IL-1A is reported to have 3 polymorphisms: diallelic polymorphisms at positions −889, 4845 and 46 bp VNTR polymorphisms at intron 6.17 The association of IL-1A polymorphisms with GC risk has not been elucidated. We examined the association between IL-1A polymorphisms at position −889 and the risk of developing GC. About 76% of all subjects were found to have the C/C genotype. There was no association of IL-1A-889 polymorphisms with the risk of GC. The IL-1RN gene has a pentaallelic 86 bp tandem repeat (VNTR) in intron 2, of which the less common allele 2 (IL-1RN*2) is associated with a wide range of chronic inflammatory and autoimmune conditions.19, 26IL-1RN*2 is associated with enhanced IL-1β production in vitro. IL-1RN*2 allele was associated with an increased risk of hypochlorhydria and development of GC in Caucasian populations.20, 21 These studies suggested that synergistic interaction between IL-1B-511T carriers and IL-1RN*2 genotype increased the risk of developing GC. In the present study, most subjects in the control group and the GC group had the IL-1RN*1 (4/4 repeats) allele. The IL-1RN*2 (2/4 repeats) heterozygous allele was found in 7.3% of all subjects. However, the IL-1RN*2 homozygous allele was not found. Our results are similar with other East Asian studies on the IL-1 polymorphism, with the frequency of the IL-1RN*2 allele 1% in Japanese24 and 2.5% in Taiwanese.42 We could not find any association between the IL-1RN genotype and the risk of developing GC in this Korean population.

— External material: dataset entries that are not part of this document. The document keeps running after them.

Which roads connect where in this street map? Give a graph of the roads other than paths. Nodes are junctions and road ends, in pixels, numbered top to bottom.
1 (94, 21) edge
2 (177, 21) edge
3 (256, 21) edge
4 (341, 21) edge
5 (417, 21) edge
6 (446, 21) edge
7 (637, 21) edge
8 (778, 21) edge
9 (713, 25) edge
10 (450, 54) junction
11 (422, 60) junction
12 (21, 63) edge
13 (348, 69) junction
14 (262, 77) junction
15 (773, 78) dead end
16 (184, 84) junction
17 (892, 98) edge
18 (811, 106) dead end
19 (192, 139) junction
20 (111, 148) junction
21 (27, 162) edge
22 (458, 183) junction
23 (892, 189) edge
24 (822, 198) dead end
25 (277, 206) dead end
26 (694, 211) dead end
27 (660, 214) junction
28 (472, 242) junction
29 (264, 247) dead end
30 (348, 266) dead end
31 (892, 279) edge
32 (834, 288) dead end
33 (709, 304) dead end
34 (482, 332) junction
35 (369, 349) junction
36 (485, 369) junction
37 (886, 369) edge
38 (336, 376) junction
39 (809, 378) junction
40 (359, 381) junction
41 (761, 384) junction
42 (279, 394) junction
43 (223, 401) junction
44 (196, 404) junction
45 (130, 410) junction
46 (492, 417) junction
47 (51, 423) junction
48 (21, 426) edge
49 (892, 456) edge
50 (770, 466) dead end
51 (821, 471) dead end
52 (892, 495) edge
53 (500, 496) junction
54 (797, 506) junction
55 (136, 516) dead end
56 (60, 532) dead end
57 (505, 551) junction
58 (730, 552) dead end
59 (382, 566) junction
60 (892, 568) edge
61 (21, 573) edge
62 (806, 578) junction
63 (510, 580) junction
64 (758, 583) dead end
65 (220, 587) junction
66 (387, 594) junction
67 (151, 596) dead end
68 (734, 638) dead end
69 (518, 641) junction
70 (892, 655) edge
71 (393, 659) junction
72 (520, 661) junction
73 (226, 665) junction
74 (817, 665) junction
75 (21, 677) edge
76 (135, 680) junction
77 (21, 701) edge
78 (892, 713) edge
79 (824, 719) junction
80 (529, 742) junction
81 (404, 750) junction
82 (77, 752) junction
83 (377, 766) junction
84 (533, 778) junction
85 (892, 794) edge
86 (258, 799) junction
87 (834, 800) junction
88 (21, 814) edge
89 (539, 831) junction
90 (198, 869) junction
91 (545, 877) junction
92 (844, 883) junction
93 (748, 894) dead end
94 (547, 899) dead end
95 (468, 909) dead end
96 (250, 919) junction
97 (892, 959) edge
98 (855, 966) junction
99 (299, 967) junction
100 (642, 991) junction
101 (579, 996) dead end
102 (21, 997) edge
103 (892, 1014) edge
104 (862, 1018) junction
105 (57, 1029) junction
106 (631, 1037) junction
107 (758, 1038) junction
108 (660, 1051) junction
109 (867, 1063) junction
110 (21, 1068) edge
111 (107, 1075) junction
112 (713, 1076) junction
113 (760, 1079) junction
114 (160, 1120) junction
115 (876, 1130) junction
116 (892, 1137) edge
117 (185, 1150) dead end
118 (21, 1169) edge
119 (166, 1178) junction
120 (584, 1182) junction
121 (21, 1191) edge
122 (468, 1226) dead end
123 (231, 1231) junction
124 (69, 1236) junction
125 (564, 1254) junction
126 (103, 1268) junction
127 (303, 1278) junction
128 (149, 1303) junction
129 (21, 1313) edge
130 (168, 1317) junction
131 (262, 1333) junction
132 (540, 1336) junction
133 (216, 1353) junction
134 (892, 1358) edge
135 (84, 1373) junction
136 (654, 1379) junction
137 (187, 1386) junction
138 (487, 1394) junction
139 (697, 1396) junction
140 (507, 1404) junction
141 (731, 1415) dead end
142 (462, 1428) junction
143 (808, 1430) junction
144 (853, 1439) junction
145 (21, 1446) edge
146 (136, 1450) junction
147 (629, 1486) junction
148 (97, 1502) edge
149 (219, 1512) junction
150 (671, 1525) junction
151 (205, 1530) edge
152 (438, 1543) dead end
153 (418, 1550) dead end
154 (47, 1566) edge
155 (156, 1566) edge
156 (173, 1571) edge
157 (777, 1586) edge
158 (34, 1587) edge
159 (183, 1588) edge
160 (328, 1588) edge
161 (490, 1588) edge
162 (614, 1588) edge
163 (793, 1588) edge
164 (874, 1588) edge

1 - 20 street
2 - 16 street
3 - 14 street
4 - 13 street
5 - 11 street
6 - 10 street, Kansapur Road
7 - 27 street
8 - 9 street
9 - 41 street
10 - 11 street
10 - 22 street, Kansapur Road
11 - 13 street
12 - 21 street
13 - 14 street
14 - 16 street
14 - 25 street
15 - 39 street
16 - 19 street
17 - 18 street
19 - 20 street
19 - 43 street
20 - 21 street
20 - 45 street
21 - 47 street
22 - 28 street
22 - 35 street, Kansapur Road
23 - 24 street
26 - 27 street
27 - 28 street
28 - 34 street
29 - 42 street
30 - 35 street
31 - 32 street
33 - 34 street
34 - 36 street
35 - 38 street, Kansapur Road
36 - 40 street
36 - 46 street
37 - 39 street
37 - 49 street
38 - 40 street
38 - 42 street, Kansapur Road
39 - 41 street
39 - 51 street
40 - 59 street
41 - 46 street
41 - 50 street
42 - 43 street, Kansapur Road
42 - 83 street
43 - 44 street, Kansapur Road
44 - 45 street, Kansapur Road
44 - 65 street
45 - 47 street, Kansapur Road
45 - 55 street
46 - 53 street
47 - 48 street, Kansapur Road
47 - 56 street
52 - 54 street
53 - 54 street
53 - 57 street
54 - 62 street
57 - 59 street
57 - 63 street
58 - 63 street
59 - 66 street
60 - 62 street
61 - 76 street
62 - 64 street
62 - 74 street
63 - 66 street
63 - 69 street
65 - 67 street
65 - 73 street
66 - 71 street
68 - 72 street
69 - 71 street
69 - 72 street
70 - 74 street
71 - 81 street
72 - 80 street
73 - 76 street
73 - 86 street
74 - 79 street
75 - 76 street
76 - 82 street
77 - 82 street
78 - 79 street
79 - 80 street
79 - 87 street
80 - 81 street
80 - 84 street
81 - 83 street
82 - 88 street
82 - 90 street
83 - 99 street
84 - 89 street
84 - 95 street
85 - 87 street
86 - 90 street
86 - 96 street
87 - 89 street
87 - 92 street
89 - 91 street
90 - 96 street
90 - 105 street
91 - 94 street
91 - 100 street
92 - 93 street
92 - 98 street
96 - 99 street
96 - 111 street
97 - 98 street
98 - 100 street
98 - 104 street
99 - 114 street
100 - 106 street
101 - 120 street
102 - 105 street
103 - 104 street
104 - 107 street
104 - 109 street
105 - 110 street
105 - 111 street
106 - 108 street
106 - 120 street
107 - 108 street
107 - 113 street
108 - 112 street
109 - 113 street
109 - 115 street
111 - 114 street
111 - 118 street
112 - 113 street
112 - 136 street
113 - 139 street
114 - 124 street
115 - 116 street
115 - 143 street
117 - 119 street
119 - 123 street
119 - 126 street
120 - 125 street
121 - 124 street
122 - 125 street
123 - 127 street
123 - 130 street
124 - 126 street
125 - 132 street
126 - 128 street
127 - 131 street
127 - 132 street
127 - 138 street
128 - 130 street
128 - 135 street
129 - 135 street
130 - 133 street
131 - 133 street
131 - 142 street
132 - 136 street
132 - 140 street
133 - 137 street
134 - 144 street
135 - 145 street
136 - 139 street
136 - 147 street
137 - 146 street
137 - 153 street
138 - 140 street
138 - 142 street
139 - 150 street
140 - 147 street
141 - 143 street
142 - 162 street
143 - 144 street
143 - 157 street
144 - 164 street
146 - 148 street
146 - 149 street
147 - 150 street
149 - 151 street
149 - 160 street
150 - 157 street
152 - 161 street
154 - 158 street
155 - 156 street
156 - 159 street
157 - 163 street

In conclusion, although we did not measure gastric acid output, IL-1B-31 polymorphisms with high mucosal IL-1β levels might result in hypochlorhydria. These results support the hypothesis that the combined effect of H. pylori infection and host genetic factors such as IL-1B-31T/IL-1B-511C polymorphisms with subsequent enhanced mucosal IL-1β production contribute to the development of intestinal-type GC in a Korean population.